**What is required:** Select and reproduce each line of the listing below that bears the string "road".

+++++

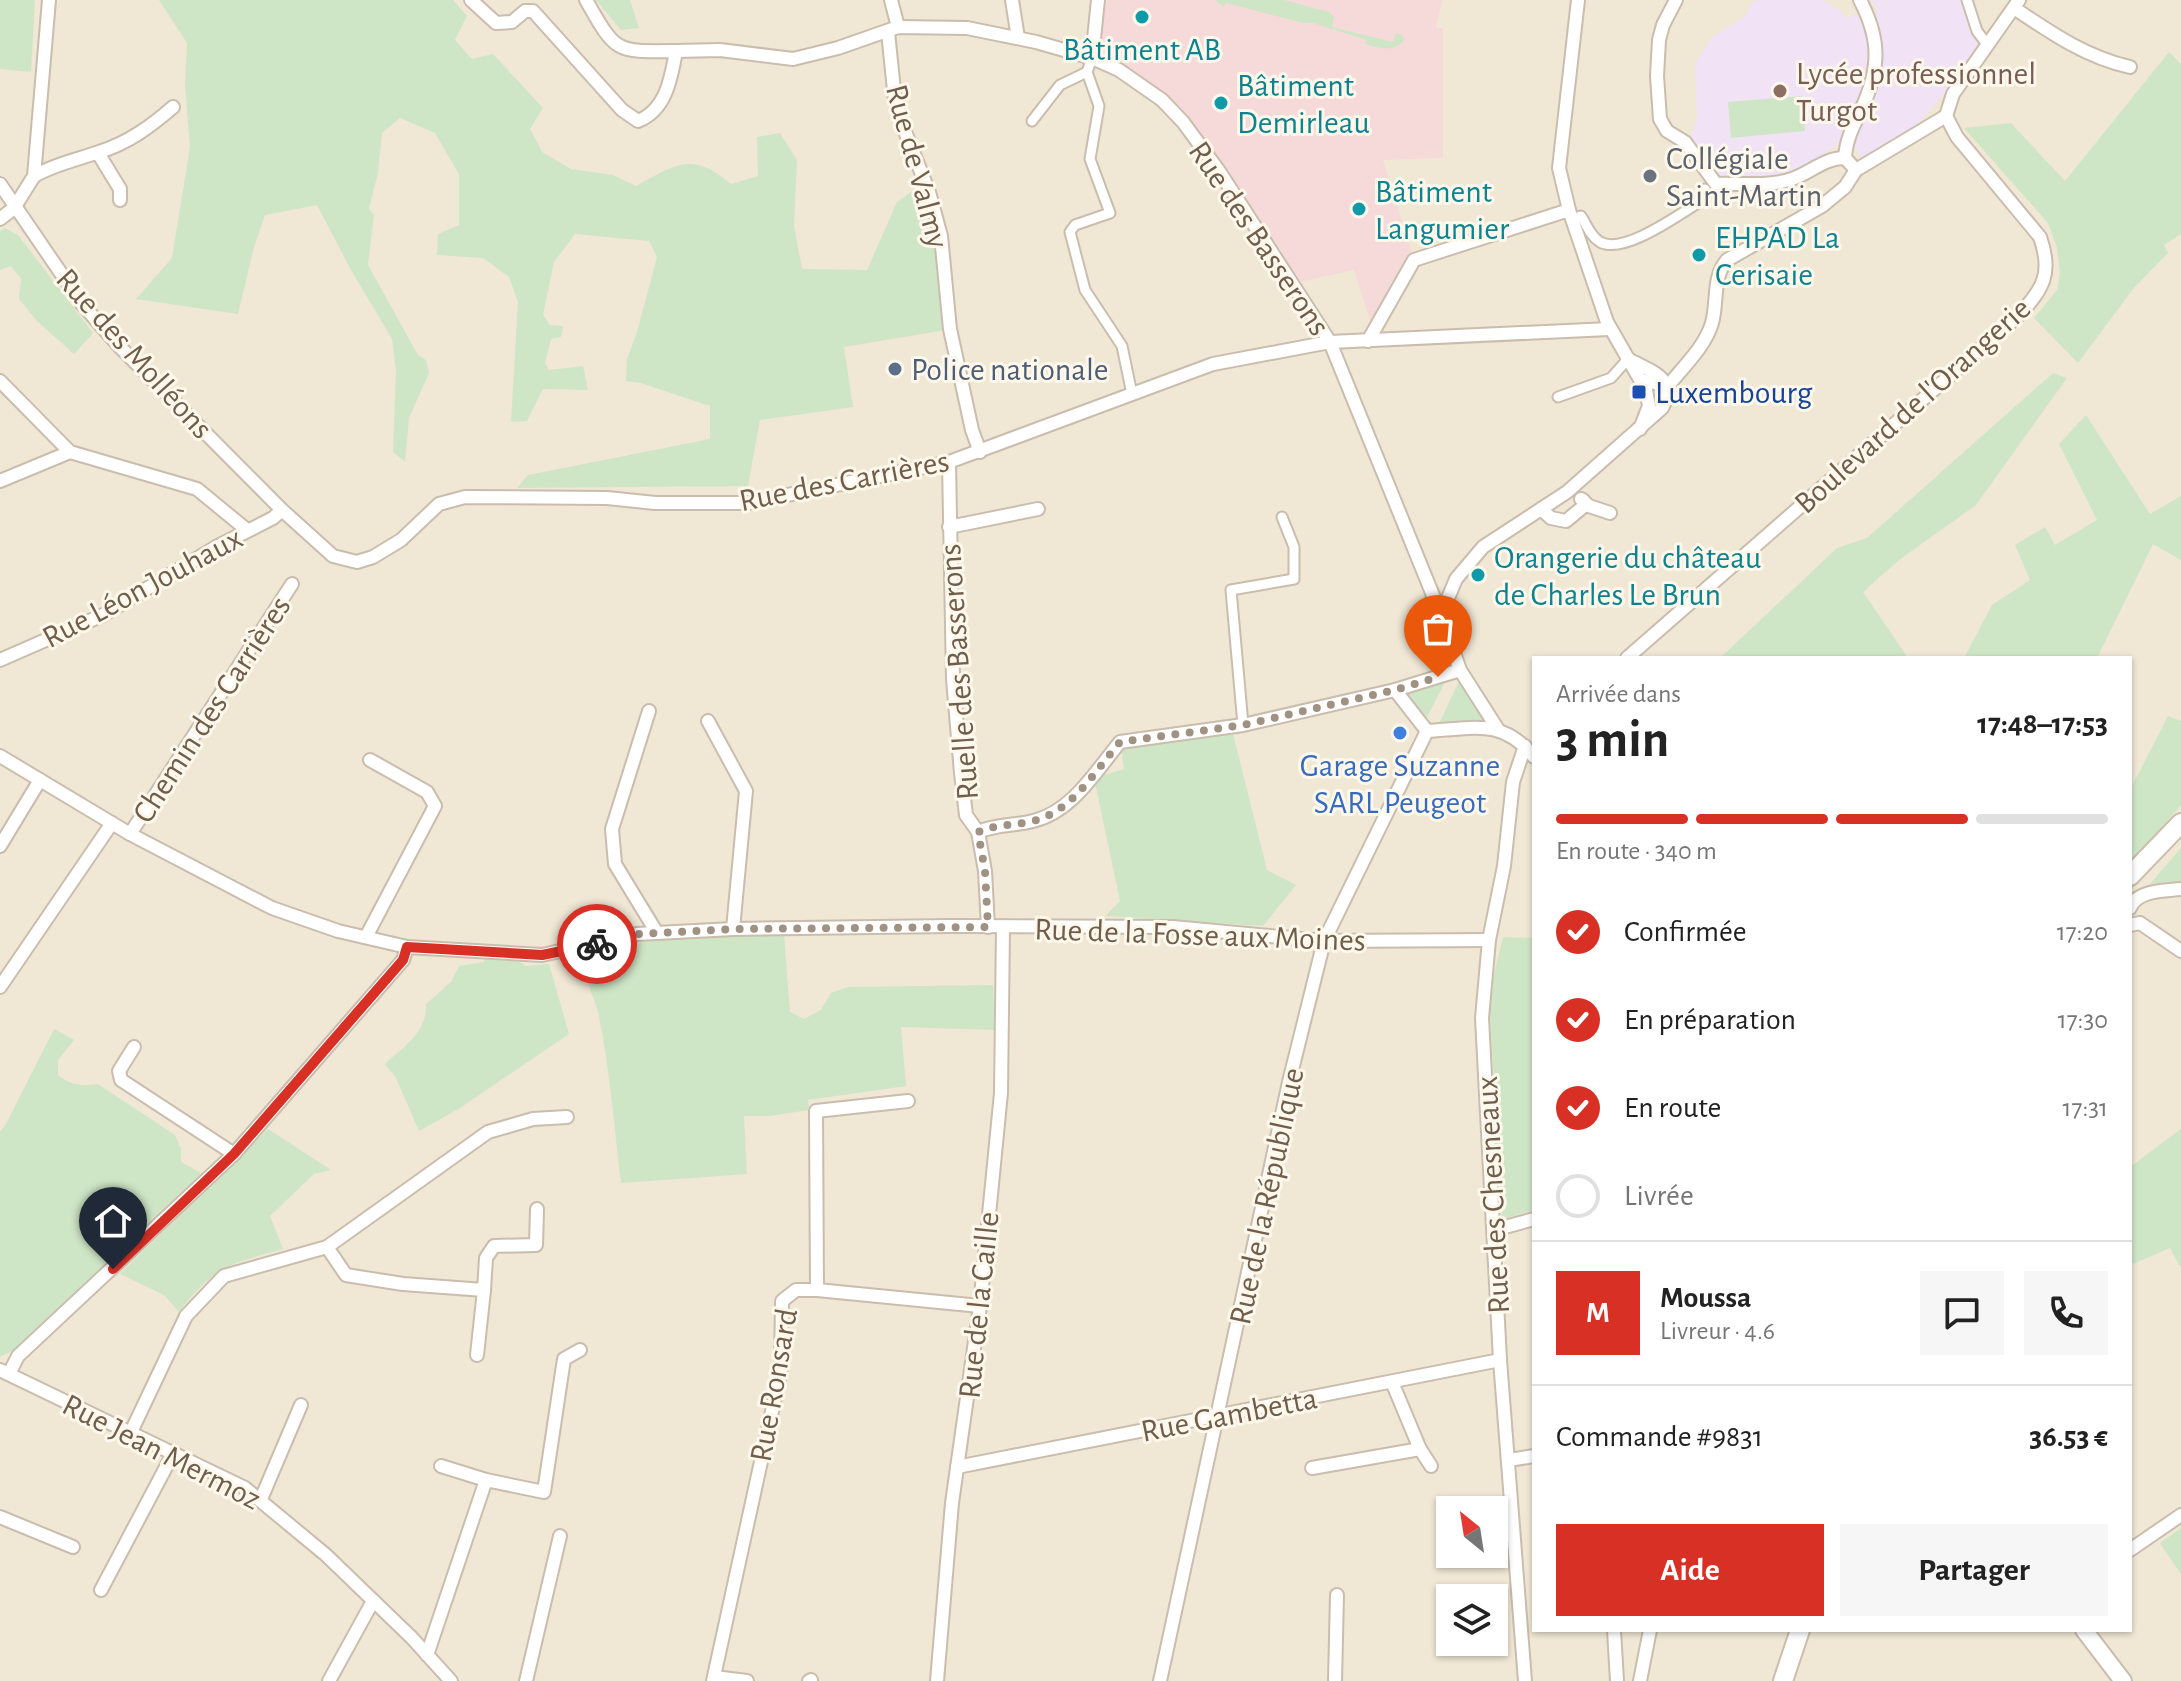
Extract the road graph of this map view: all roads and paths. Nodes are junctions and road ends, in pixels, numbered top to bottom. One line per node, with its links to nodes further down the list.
1 (49, 0): 25 (street)
2 (471, 0): 15 (street)
3 (586, 0): 15 (street, Rue des Basserons)
4 (891, 0): 12 (street)
5 (1012, 0): 13 (street)
6 (1098, 0): 16 (street)
7 (1578, 0): 30 (street)
8 (1676, 0): 27 (street)
9 (1860, 0): 23 (street)
10 (1967, 0): 14 (street)
11 (2017, 4): 14 (street); 17 (street)
12 (893, 30): 13 (street, Rue des Basserons); 15 (street, Rue des Basserons); 43 (street, Rue de Valmy)
13 (1018, 38): 16 (street, Rue des Basserons)
14 (1986, 43): 20 (street)
15 (676, 51)
16 (1092, 58): 18 (street); 34 (street, Rue des Basserons)
17 (2130, 67)
18 (1087, 72): 21 (street); 39 (street)
19 (173, 107): 22 (street)
20 (1946, 116): 24 (street); 57 (street, Boulevard de l'Orangerie)
21 (1032, 121)
22 (98, 153): 25 (street); 28 (street)
23 (1845, 158): 24 (street); 27 (street)
24 (1856, 170): 38 (street)
25 (34, 176): 29 (street)
26 (0, 184): 29 (street, Rue des Molléons)
27 (1710, 186): 30 (street)
28 (120, 200)
29 (14, 208): 31 (street); 50 (street, Rue des Molléons)
30 (1571, 214): 32 (street); 33 (street)
31 (0, 219)
32 (1609, 329): 33 (street, Rue des Carrières); 35 (street)
33 (1368, 341): 34 (street, Rue des Carrières)
34 (1330, 342): 39 (street, Rue des Carrières); 56 (street, Rue des Basserons)
35 (1628, 359): 36 (street); 38 (street); 40 (street)
36 (1641, 380): 38 (street); 41 (street)
37 (0, 381): 42 (street)
38 (1668, 386): 41 (street)
39 (1132, 394): 43 (street, Rue des Carrières)
40 (1558, 397)
41 (1640, 429): 46 (street)
42 (70, 452): 45 (street); 54 (street)
43 (980, 452): 44 (street, Rue des Carrières)
44 (949, 462): 50 (street, Rue des Carrières); 53 (street, Ruelle des Basserons)
45 (0, 481)
46 (1567, 492): 47 (street); 49 (street)
47 (1583, 500): 49 (street); 51 (street)
48 (1038, 509): 53 (street)
49 (1541, 509): 56 (street)
50 (282, 510): 54 (street, Rue Léon Jouhaux)
51 (1610, 513)
52 (1282, 517): 63 (street)
53 (949, 527): 72 (street, Ruelle des Basserons)
54 (247, 530): 58 (street, Rue Léon Jouhaux)
55 (292, 584): 73 (street, Chemin des Carrières)
56 (1441, 615): 59 (street, Rue des Basserons)
57 (1629, 656)
58 (0, 660)
59 (1460, 670): 60 (street); 64 (street, Rue des Basserons)
60 (1395, 690): 63 (street); 65 (street)
61 (649, 711): 82 (street)
62 (708, 721): 81 (street)
63 (1243, 725): 72 (street)
64 (1497, 728): 65 (street); 66 (street)
65 (1427, 731): 85 (street, Rue de la République)
66 (1530, 742): 84 (street, Rue des Chesneaux)
67 (0, 756): 69 (street, Rue de la Fosse aux Moines)
68 (370, 760): 83 (street)
69 (40, 780): 70 (street, Rue de la Fosse aux Moines); 74 (street)
70 (112, 823): 73 (street, Rue de la Fosse aux Moines); 88 (street)
71 (2181, 823): 75 (main road)
72 (978, 832): 79 (street, Ruelle des Basserons)
73 (130, 834): 83 (street, Rue de la Fosse aux Moines)
74 (0, 846)
75 (2132, 874)
76 (2181, 889): 77 (street)
77 (2132, 904)
78 (2132, 925): 87 (street)
79 (988, 927): 80 (street, Rue de la Fosse aux Moines); 81 (street, Rue de la Fosse aux Moines)
80 (1003, 927): 85 (street, Rue de la Fosse aux Moines); 99 (street, Rue de la Caille)
81 (733, 929): 82 (street, Rue de la Fosse aux Moines)
82 (657, 933): 86 (street, Rue de la Fosse aux Moines)
83 (366, 937): 86 (street, Rue de la Fosse aux Moines)
84 (1489, 940): 85 (street, Rue de la Fosse aux Moines); 95 (street, Rue des Chesneaux)
85 (1324, 941): 106 (street, Rue de la République)
86 (407, 947): 92 (street)
87 (2181, 951)
88 (0, 987)
89 (134, 1047): 92 (street)
90 (908, 1101): 98 (street, Rue Ronsard)
91 (567, 1117): 96 (street)
92 (234, 1154): 103 (street)
93 (537, 1209): 97 (street)
94 (1532, 1220): 95 (street)
95 (1494, 1230): 102 (street, Rue des Chesneaux)
96 (327, 1247): 97 (street); 107 (street)
97 (484, 1290): 101 (street)
98 (817, 1290): 99 (street); 131 (street, Rue Ronsard)
99 (980, 1306): 114 (street, Rue de la Caille)
100 (580, 1350): 116 (street)
101 (477, 1355)
102 (1500, 1360): 104 (street, Rue Gambetta); 111 (street, Rue des Chesneaux)
103 (5, 1372): 107 (street, Rue Jean Mermoz)
104 (1392, 1382): 106 (street, Rue Gambetta); 108 (street)
105 (301, 1405): 117 (street)
106 (1218, 1416): 114 (street, Rue Gambetta); 137 (street, Rue de la République)
107 (131, 1432): 109 (street, Rue Jean Mermoz)
108 (1420, 1449): 113 (street); 115 (street)
109 (174, 1452): 117 (street, Rue Jean Mermoz); 123 (street)
110 (1532, 1456): 111 (street)
111 (1509, 1460): 139 (street, Rue des Chesneaux)
112 (441, 1466): 116 (street)
113 (1431, 1466)
114 (957, 1467): 136 (street, Rue de la Caille)
115 (1312, 1468)
116 (486, 1480): 130 (street)
117 (261, 1499): 125 (street, Rue Jean Mermoz)
118 (2181, 1515): 122 (street)
119 (0, 1517): 121 (street)
120 (560, 1536): 134 (street)
121 (73, 1547)
122 (2132, 1549)
123 (101, 1590)
124 (1337, 1595): 138 (street)
125 (373, 1601): 130 (street, Rue Jean Mermoz); 133 (street)
126 (1614, 1632): 140 (street)
127 (1650, 1632): 141 (street)
128 (1799, 1632): 142 (main road)
129 (2086, 1632): 143 (street)
130 (427, 1655): 132 (street, Rue Jean Mermoz)
131 (714, 1679): 135 (street)
132 (447, 1680)
133 (329, 1681)
134 (526, 1681)
135 (747, 1681)
136 (937, 1681)
137 (1160, 1681)
138 (1335, 1681)
139 (1525, 1681)
140 (1617, 1681)
141 (1640, 1681)
142 (1783, 1681)
143 (2123, 1681)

+++++

**Completed exercise:**
Extract the road graph of this map view: all roads and paths. Nodes are junctions and road ends, in pixels, numbered top to bottom. One line per node, with its links to nodes further down the list.
71 (2181, 823): 75 (main road)
128 (1799, 1632): 142 (main road)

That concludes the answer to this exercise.